_Work instructions_
Pull each line holding the word "Dreibergen" from the data.
___ Data in this exercise ___
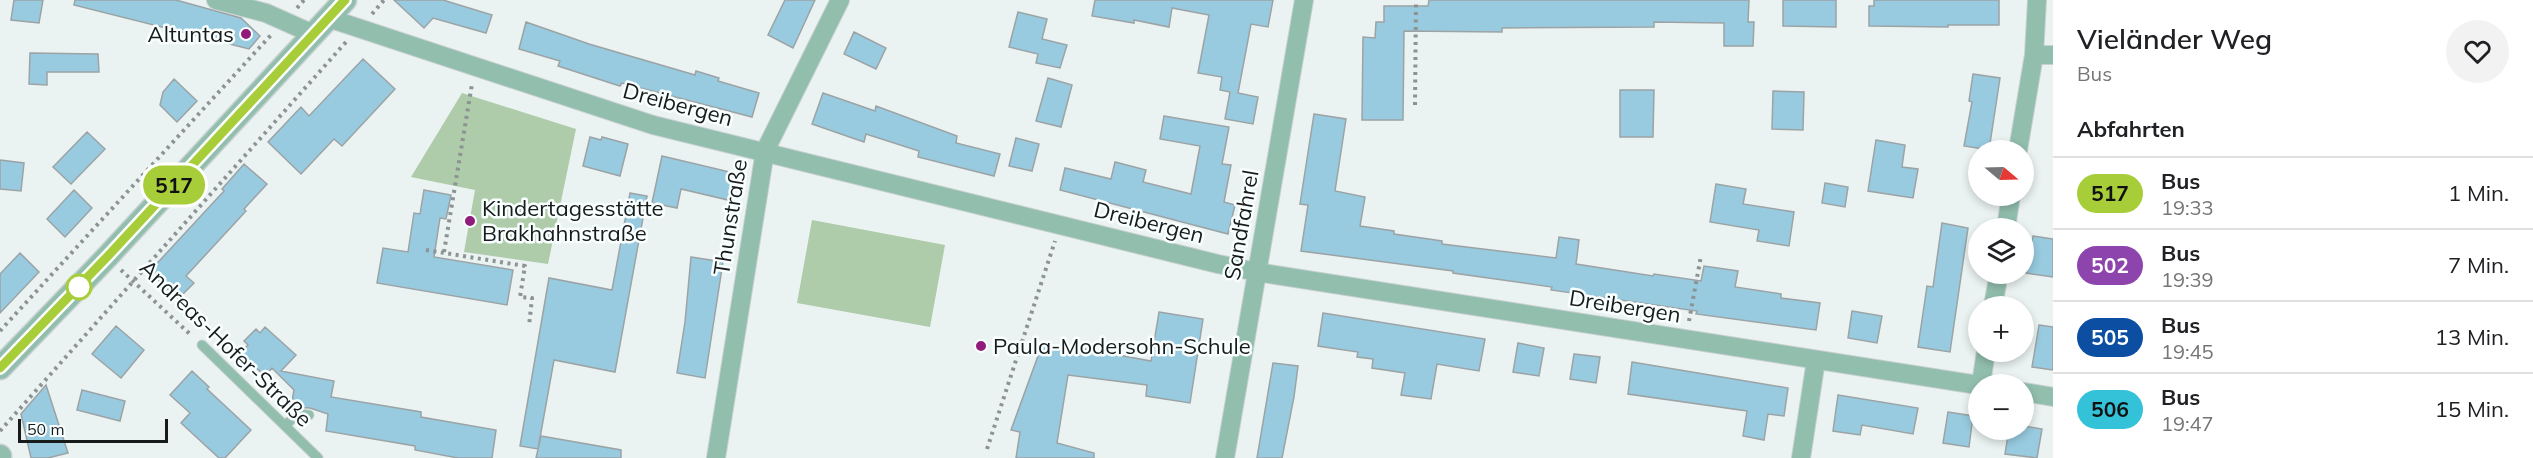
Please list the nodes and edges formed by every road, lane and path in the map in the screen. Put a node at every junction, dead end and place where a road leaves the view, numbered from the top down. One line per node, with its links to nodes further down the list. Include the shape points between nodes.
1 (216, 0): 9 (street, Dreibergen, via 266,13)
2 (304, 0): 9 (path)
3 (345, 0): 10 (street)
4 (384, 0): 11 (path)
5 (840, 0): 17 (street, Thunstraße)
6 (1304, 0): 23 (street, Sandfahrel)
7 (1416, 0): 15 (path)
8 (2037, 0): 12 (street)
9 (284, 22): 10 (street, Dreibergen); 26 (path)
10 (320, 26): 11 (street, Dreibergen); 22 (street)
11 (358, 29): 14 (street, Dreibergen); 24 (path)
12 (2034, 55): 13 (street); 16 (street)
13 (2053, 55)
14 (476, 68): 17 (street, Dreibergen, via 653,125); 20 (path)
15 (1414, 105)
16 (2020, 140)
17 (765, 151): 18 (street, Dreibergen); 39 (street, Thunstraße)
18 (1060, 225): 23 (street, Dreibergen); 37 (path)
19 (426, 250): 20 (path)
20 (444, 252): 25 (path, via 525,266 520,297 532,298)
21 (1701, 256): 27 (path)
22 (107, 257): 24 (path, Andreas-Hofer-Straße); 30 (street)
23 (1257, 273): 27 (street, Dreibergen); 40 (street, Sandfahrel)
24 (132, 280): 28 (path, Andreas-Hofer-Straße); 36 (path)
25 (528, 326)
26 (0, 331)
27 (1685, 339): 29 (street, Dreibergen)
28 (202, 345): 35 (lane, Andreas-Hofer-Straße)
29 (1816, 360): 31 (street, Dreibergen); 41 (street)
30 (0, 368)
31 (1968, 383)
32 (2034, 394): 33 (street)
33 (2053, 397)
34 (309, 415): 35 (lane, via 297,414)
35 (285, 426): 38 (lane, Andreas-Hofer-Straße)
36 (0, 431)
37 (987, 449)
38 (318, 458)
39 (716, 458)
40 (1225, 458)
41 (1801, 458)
___
_Response area_
1 (216, 0): 9 (street, Dreibergen, via 266,13)
9 (284, 22): 10 (street, Dreibergen); 26 (path)
10 (320, 26): 11 (street, Dreibergen); 22 (street)
11 (358, 29): 14 (street, Dreibergen); 24 (path)
14 (476, 68): 17 (street, Dreibergen, via 653,125); 20 (path)
17 (765, 151): 18 (street, Dreibergen); 39 (street, Thunstraße)
18 (1060, 225): 23 (street, Dreibergen); 37 (path)
23 (1257, 273): 27 (street, Dreibergen); 40 (street, Sandfahrel)
27 (1685, 339): 29 (street, Dreibergen)
29 (1816, 360): 31 (street, Dreibergen); 41 (street)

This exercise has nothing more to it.